The party that calls itself Europe is over.
The sovereign debt crisis afflicting its weakest members has ended the eurozone's political Ponzi scheme -- the proclivity to hand out entitlements today and run up a tab due tomorrow.
The continent's La Dolce Vita lifestyle will disappear along with subsidies; cushy civil servant jobs; six-week holidays; 30-hour work weeks, Freedom 50 retirements and its people's belief that the world owes them a living.
This is the Great Markdown in Europe. A more gradual one is underway in North America. Both are due to debts, deficits, demographics and democracy.
Europe's situation is compounded by its badly devised, decentralized and balkanized fiscal regime -- one currency for 17 out of 27 countries and a central bank in each nation state. This is like herding cats and unsustainable as last week's political upheavals revealed.
Two democratically-elected leaders in Greece and Italy were unceremoniously pushed aside and replaced by technocrats and the IMF.
Greece's prime minister was replaced by a de facto "bankruptcy trustee" whose job is to take orders from the IMF, in the hopes of turning around the bankrupt country.
Then Italy's playboy prime minister was replaced by a "soft receiver," Mario Monti. He's a tough-minded academic, with huge political and moral leverage across the European Union, who will make Margaret Thatcher look like Mother Teresa.
By the way, Italy is not a basket case like Greece, Ireland or Portugal. But its bonds are under siege, which could prove ruinous for the region, and this is not due to fundamentals but to trading games that can be halted as described below.
Here are some facts about Italy:
- Total government assets in Italy are slightly less than the total of its public debts.
- Italy could raise an estimated 45 billion euro by selling its stake in oil giant ENI, utility ENEL, Poste Italiane or aerospace conglomerate Finmeccanica alone and Monti loves privatizations.
- Offsetting Italy's high public debt, of 120 per cent of GDP, is its low household debt of 42 per cent. By comparison, the U.S. and Canada have public debts of 90 per cent and 80 per cent respectively, but their household debts are among the highest in the world or above 160 per cent of GDP.
By the way, the relatively seamless transition from elected to technocrats is a healthy and necessary way to circumvent short-term democracies which have failed to cope with this crisis. This is no different than a private sector "workout" where the CEO is removed from a failing corporation and is replaced by the bankers' representatives.
Those reforms are now in place and new leaders in Portugal, Ireland and Spain (in this weekend's election) are kowtowing to the dictates of bondholders and bankers.
But financial reform is necessary in order to arrest and cool off the world's hot money. These are hedge funds and others who have caused the sovereign debt contagion and profited from it by making self-fulfilling short-selling bets.
A fascinating set of remedies has been suggested this week by Leonard Waverman, dean of the Haskayne School of Business at the University of Calgary and former professor at London University.
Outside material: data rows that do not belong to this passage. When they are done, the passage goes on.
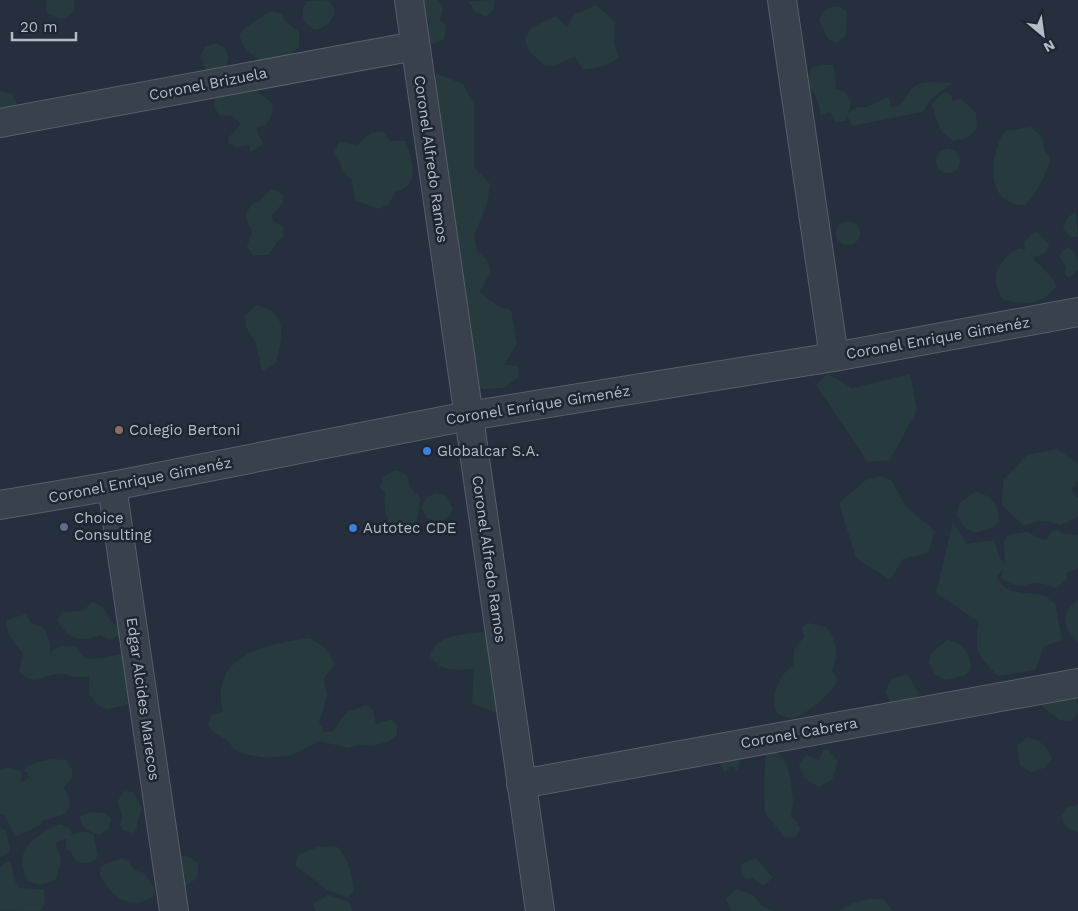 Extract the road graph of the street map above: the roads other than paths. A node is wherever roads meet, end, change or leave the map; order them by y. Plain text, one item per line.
1 (409, 0) edge
2 (782, 0) edge
3 (415, 46) junction
4 (0, 123) edge
5 (1078, 312) edge
6 (834, 356) junction
7 (468, 416) junction
8 (112, 486) junction
9 (0, 505) edge
10 (1078, 683) edge
11 (521, 784) junction
12 (174, 911) edge
13 (540, 911) edge

1 - 3 street, Coronel Alfredo Ramos
2 - 6 street
3 - 4 street, Coronel Brizuela
3 - 7 street, Coronel Alfredo Ramos
5 - 6 street, Coronel Enrique Gimenéz
6 - 7 street, Coronel Enrique Gimenéz
7 - 8 street, Coronel Enrique Gimenéz
7 - 11 street, Coronel Alfredo Ramos
8 - 9 street, Coronel Enrique Gimenéz
8 - 12 street, Edgar Alcides Marecos
10 - 11 street, Coronel Cabrera
11 - 13 street, Coronel Alfredo Ramos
He rightly suggests that the Euro crisis is similar to the Asian contagion in 1997 when speculators picked off one currency after another. The difference is that, in this case, there is one currency, the euro, but the similarity is that there are the bonds of 17 eurozone members to pick off. This permits a "classic run" because the bonds are substitutes for currencies that can be pummelled down in value for a profit.
"These one-way bets are yielding large profits to some at the expense of hundreds of millions of people," said Waverman.
It is time to put "sand in the wheels" of the "herd" through "capital controls." These include eurozone members mopping up embattled bonds and paying higher than market prices to destroy short-seller profit-taking; raising margin requirements to 50 per cent or more and imposing a Tobin Tax on trades.
It's interesting that in an imperfect currency union, the bonds of each country behave like separate currencies to market players. Waverman also notes that Malaysia was able to avert a currency run in 1997 by deploying such controls.
The European situation is considerably more serious than next week's "drama." The U.S. Congressional "super committee" is supposed to come up with $1.5 trillion in cuts and tax hikes by the end of the week, but they are also politically challenged.
Investors are assuming nothing will be accomplished. This means that the only big news will be if these American politicians actually agree to make cuts before the football games start on Thanksgiving Day.
But don't count on it. The Europeans stand a better chance of fixing their problems before the 2012 U.S. federal election because they have learned how to unseat the incompetents in between elections.